Adobe uses AI agents in its tools. They have two: Agent Orchestrator and Brand Concierge. These agents help marketers by managing websites, tweaking content, and choosing who to target. The agents work together to figure out what works best, and then they act on it. This cuts down time and boosts results.
Can agentic AI help in healthcare?
Yes. In hospitals, agentic AI systems take care of the boring stuff. They call patients, send reminders, and gather basic recovery info. This teamwork between agents helps doctors and nurses focus on serious cases. It shows one of the biggest benefits: taking care of smaller tasks without needing people to step in.
What’s happening in entertainment?
Disney is teaming up with Nvidia and Google DeepMind. They’re making robot characters that act more naturally. These robots, like one called Blue, are run by agentic AI systems. The agents inside them work together to make the robot’s movements look smooth and real. This tech makes park experiences more engaging for visitors.

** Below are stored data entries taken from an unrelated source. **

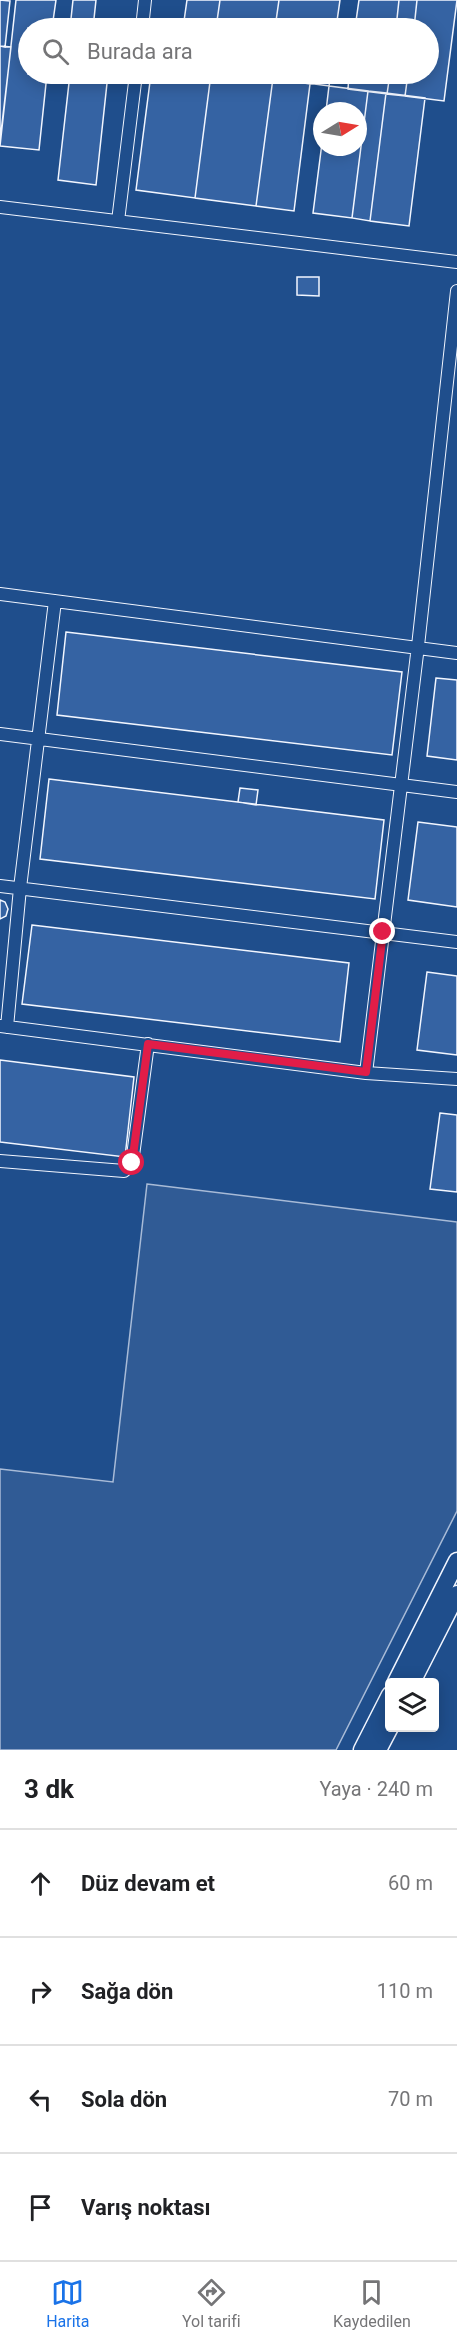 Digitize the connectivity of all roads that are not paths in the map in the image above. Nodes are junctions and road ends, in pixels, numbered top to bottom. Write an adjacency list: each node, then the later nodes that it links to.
1 (145, 0): 2 (street)
2 (143, 18)
3 (135, 84): 5 (street)
4 (0, 207): 5 (street)
5 (118, 221): 6 (street)
6 (457, 262)
7 (457, 298): 10 (street)
8 (0, 594): 9 (street)
9 (55, 601): 10 (street); 13 (street)
10 (418, 646): 11 (street); 14 (street)
11 (457, 653)
12 (0, 734): 13 (street)
13 (38, 739): 14 (street); 17 (street)
14 (401, 784): 15 (street); 18 (street)
15 (457, 792)
16 (0, 886): 17 (street)
17 (20, 888): 18 (street); 20 (street)
18 (383, 932): 19 (street); 22 (street)
19 (457, 942)
20 (4, 1026): 21 (street)
21 (148, 1044): 22 (street); 24 (street)
22 (366, 1072): 23 (street)
23 (457, 1079)
24 (0, 1161)
25 (457, 1562): 27 (street)
26 (457, 1594): 28 (street)
27 (399, 1678)
28 (415, 1678)
29 (385, 1705): 31 (street)
30 (387, 1732): 32 (street)
31 (362, 1750)
32 (378, 1750) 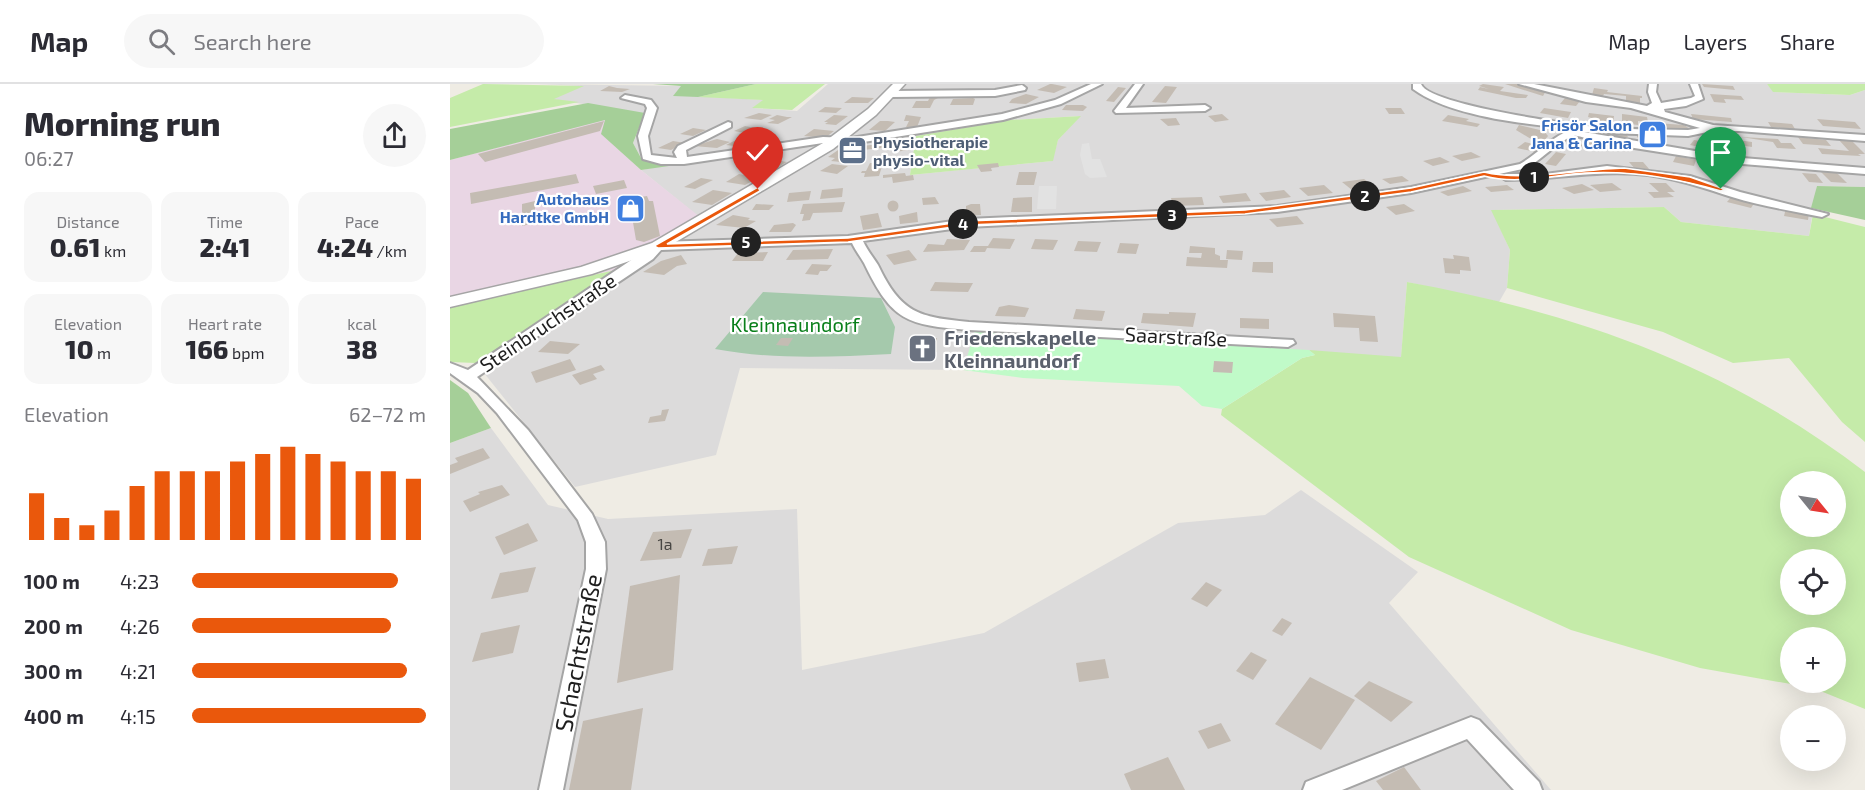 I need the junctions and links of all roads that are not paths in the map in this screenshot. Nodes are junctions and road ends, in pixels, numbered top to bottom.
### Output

What tech makes this teamwork possible?
Several tools and tech pieces are helping this grow fast. Without these, agentic AI systems wouldn’t be able to function in groups.
What role do AI chips play?
Nvidia’s new AI chips, like Blackwell Ultra and Vera Rubin, are big upgrades. They help agents run faster and handle harder jobs. This lets agents work in real time and still talk to each other clearly.

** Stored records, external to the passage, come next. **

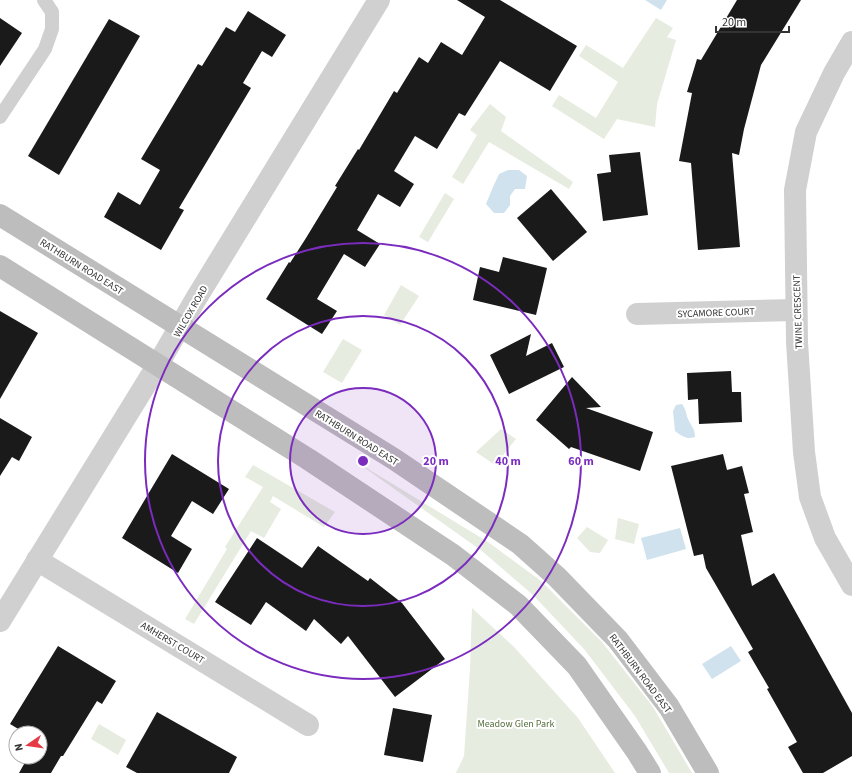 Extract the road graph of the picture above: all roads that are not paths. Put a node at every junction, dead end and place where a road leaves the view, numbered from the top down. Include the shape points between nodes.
1 (44, 0) edge
2 (379, 0) edge
3 (852, 42) edge
4 (0, 117) edge
5 (0, 215) edge
6 (0, 266) edge
7 (796, 310) junction
8 (637, 314) dead end
9 (181, 327) junction
10 (157, 366) junction
11 (37, 560) junction
12 (852, 585) edge
13 (0, 621) edge
14 (308, 725) dead end
15 (650, 773) edge
16 (708, 773) edge

1 - 4 lane via 52,12 52,29 45,49
2 - 9 street, WILCOX ROAD
3 - 7 street, TWINE CRESCENT via 834,72 806,132 795,190
5 - 9 street, RATHBURN ROAD EAST
6 - 10 street
7 - 8 street, SYCAMORE COURT
7 - 12 street, TWINE CRESCENT via 804,452 810,496 825,538
9 - 10 street, WILCOX ROAD
9 - 16 street, RATHBURN ROAD EAST via 394,459 520,544 557,577 618,640 669,707
10 - 11 street, WILCOX ROAD
10 - 15 street via 308,459 446,550 518,606 577,666
11 - 13 street, WILCOX ROAD
11 - 14 street, AMHERST COURT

How are integration platforms helping?
Some companies are joining forces. Nvidia and Oracle have built systems where AI agents can plug in and start working. Businesses can launch agent teams without building everything from scratch. This helps more companies start using agentic AI.
What about tools to build your own AI agents?

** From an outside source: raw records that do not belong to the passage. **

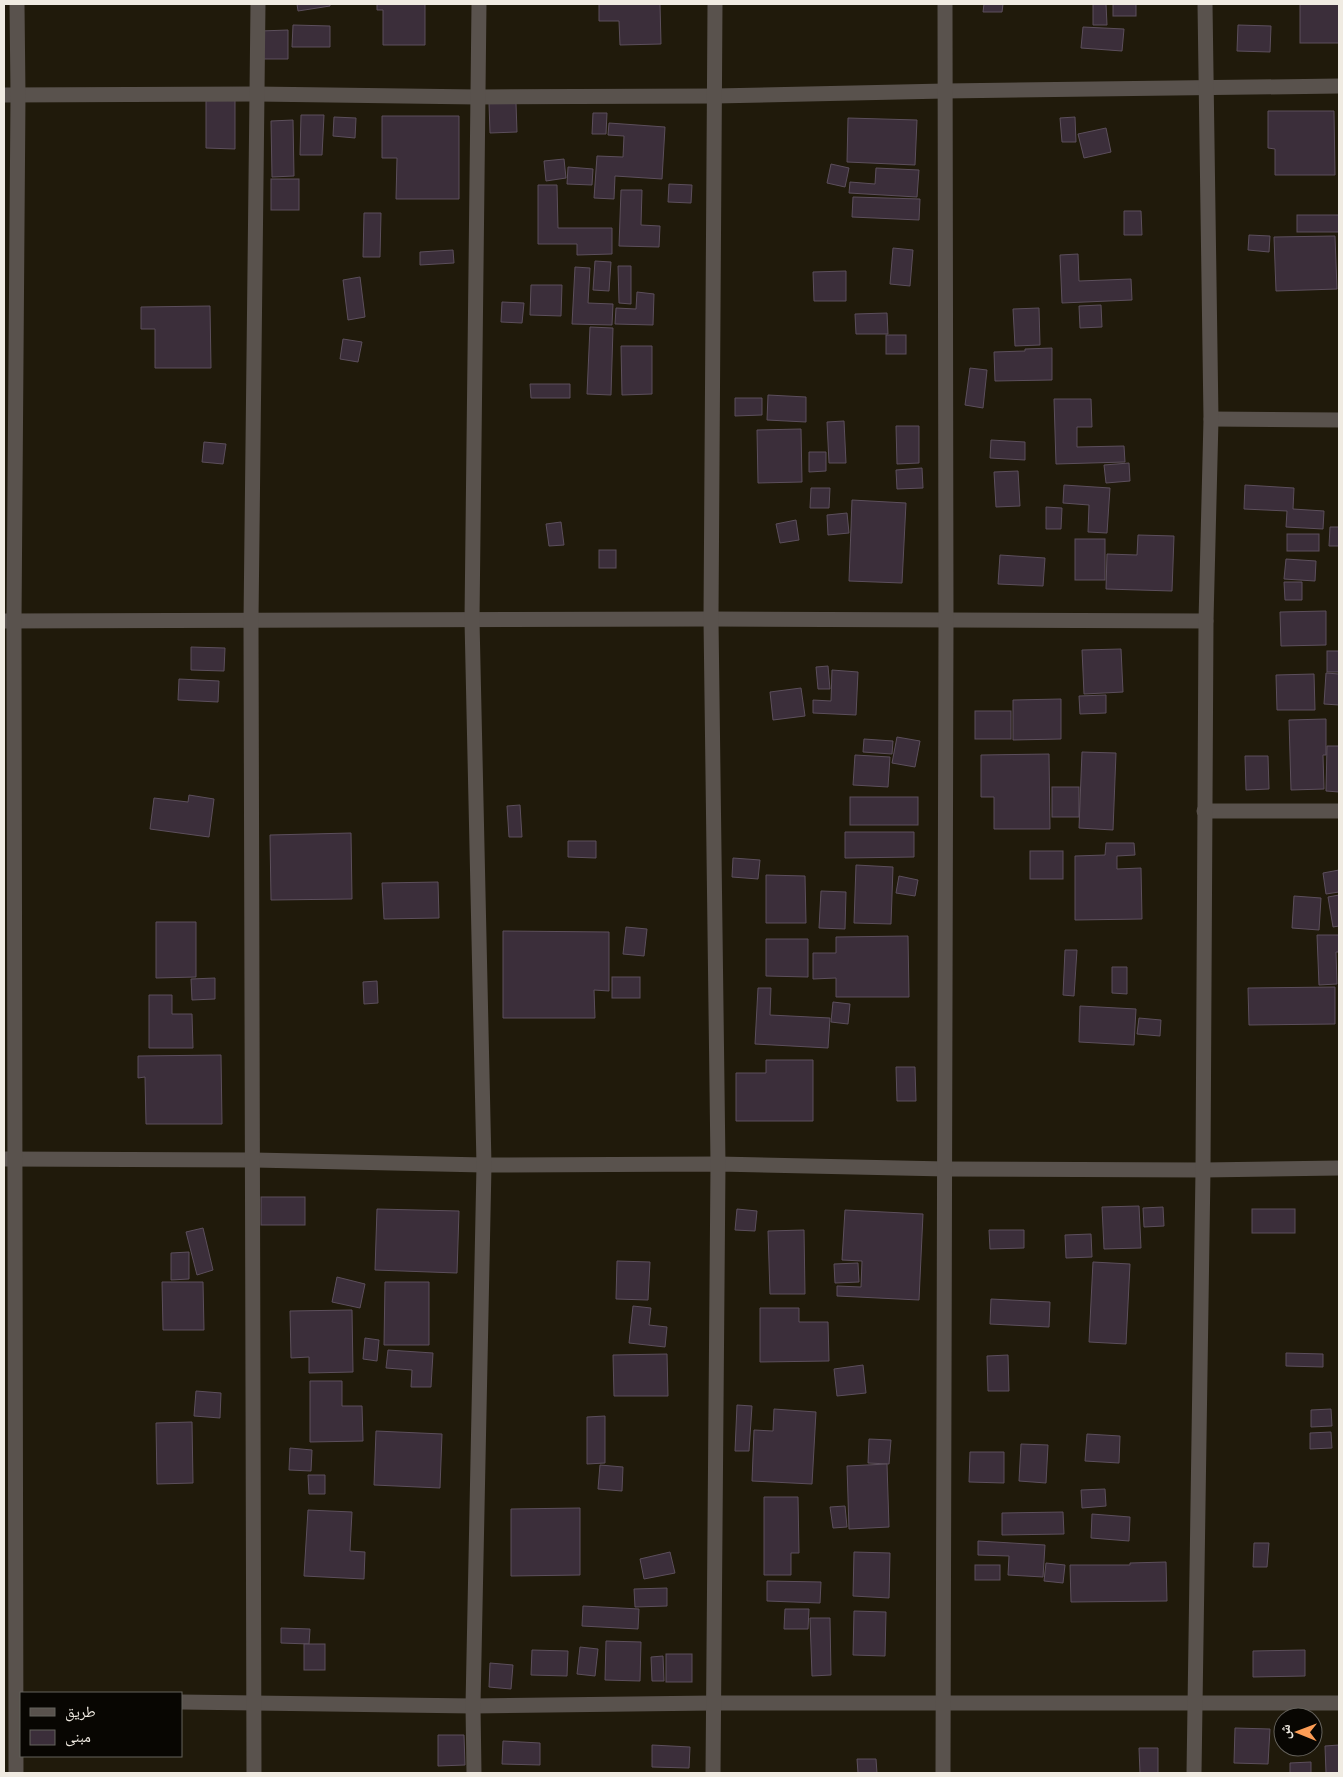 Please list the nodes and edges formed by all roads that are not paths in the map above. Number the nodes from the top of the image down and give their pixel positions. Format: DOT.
graph roads {
  1 [pos="17,4"];
  2 [pos="258,4"];
  3 [pos="479,4"];
  4 [pos="715,4"];
  5 [pos="945,4"];
  6 [pos="1205,4"];
  7 [pos="1339,86"];
  8 [pos="1205,87"];
  9 [pos="945,91"];
  10 [pos="256,94"];
  11 [pos="11,95"];
  12 [pos="715,96"];
  13 [pos="478,97"];
  14 [pos="1211,419"];
  15 [pos="1339,420"];
  16 [pos="711,619"];
  17 [pos="472,620"];
  18 [pos="946,620"];
  19 [pos="9,621"];
  20 [pos="251,621"];
  21 [pos="1206,621"];
  22 [pos="1204,811"];
  23 [pos="1339,811"];
  24 [pos="9,1159"];
  25 [pos="252,1160"];
  26 [pos="718,1164"];
  27 [pos="484,1165"];
  28 [pos="1339,1168"];
  29 [pos="946,1169"];
  30 [pos="1203,1170"];
  31 [pos="14,1702"];
  32 [pos="182,1702"];
  33 [pos="254,1702"];
  34 [pos="1194,1702"];
  35 [pos="713,1703"];
  36 [pos="942,1703"];
  37 [pos="1339,1703"];
  38 [pos="473,1706"];
  39 [pos="16,1773"];
  40 [pos="254,1773"];
  41 [pos="474,1773"];
  42 [pos="713,1773"];
  43 [pos="943,1773"];
  44 [pos="1194,1773"];
  1 -- 11 [label="street"];
  2 -- 10 [label="street"];
  3 -- 13 [label="street"];
  4 -- 12 [label="street"];
  5 -- 9 [label="street"];
  6 -- 8 [label="street"];
  7 -- 8 [label="street"];
  8 -- 9 [label="street"];
  8 -- 14 [label="street"];
  9 -- 12 [label="street"];
  9 -- 18 [label="street"];
  10 -- 11 [label="street"];
  10 -- 13 [label="street"];
  10 -- 20 [label="street"];
  11 -- 19 [label="street"];
  12 -- 13 [label="street"];
  12 -- 16 [label="street"];
  13 -- 17 [label="street"];
  14 -- 15 [label="street"];
  14 -- 21 [label="street"];
  16 -- 17 [label="street"];
  16 -- 18 [label="street"];
  16 -- 26 [label="street"];
  17 -- 20 [label="street"];
  17 -- 27 [label="street"];
  18 -- 21 [label="street"];
  18 -- 29 [label="street"];
  19 -- 20 [label="street"];
  19 -- 24 [label="street"];
  20 -- 25 [label="street"];
  21 -- 22 [label="street"];
  22 -- 23 [label="street"];
  22 -- 30 [label="street"];
  24 -- 25 [label="street"];
  24 -- 31 [label="street"];
  25 -- 27 [label="street"];
  25 -- 33 [label="street"];
  26 -- 27 [label="street"];
  26 -- 29 [label="street"];
  26 -- 35 [label="street"];
  27 -- 38 [label="street"];
  28 -- 30 [label="street"];
  29 -- 30 [label="street"];
  29 -- 36 [label="street"];
  30 -- 34 [label="street"];
  31 -- 39 [label="street"];
  32 -- 33 [label="street"];
  33 -- 38 [label="street"];
  33 -- 40 [label="street"];
  34 -- 36 [label="street"];
  34 -- 37 [label="street"];
  34 -- 44 [label="street"];
  35 -- 36 [label="street"];
  35 -- 38 [label="street"];
  35 -- 42 [label="street"];
  36 -- 43 [label="street"];
  38 -- 41 [label="street"];
}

Accenture has a tool called AI Refinery. With it, people can make custom agents, even without coding skills. This opens the door for smaller teams or non-tech workers to join in. It supports teamwork among agents that are built for one specific task.
What problems still need fixing?
Agentic AI isn’t perfect yet. Several challenges still need attention.
What’s the issue with compatibility?
Agents built by different people don’t always get along. That’s because there’s no set way to make them talk to each other. Until that’s solved, full teamwork between systems from different developers will stay tricky.
Are there ethical issues?
Yes, and they matter. When agents make choices on their own, we need to know those choices match real-world values. Setting rules for how agents act is something companies are still working on.
Is security a problem?
It can be. AI agents that talk across networks might be at risk. If someone hacks in, they could mess with how the agents behave. That’s why strong protection systems are just as necessary as smart AI tools.
Where is all this going next?
Let’s look at where agentic AI collaboration is heading.
Are more companies adding AI agents?
Yes. Cisco, for example, is building more services using agentic AI. Their Webex AI Agent is now widely available. It’s made to improve customer service by working independently but still staying helpful.
What’s happening in communication?
Some researchers are designing systems where agents learn from one another. One new project, called AgentNet, is all about helping agents share skills and knowledge over time.
Can agentic AI work with humans?
Yes. In AR spaces, AI agents now help teams work better together. They generate whiteboards or notes automatically. This helps team members stay on the same page without doing it all themselves.
As collaborative dynamics between Agentic AI systems become more prominent, understanding the principles behind them becomes essential. Earning a Certified Agentic AI Expert™ certification can help professionals grasp these evolving interactions.
Conclusion
If you’re trying to learn agentic AI or wondering how to learn agentic AI properly, looking at these examples and getting certified are the best places to begin. Real-life use cases show how far this tech has come. From cars to hospitals to robots in theme parks, agentic AI collaborating is already happening.
As new tech rolls out, and problems like security and ethics are tackled, we’ll see even stronger teamwork among AI agents. Learning agentic AI now means stepping into the future early, where machines don’t just run tasks, but actually work as a team.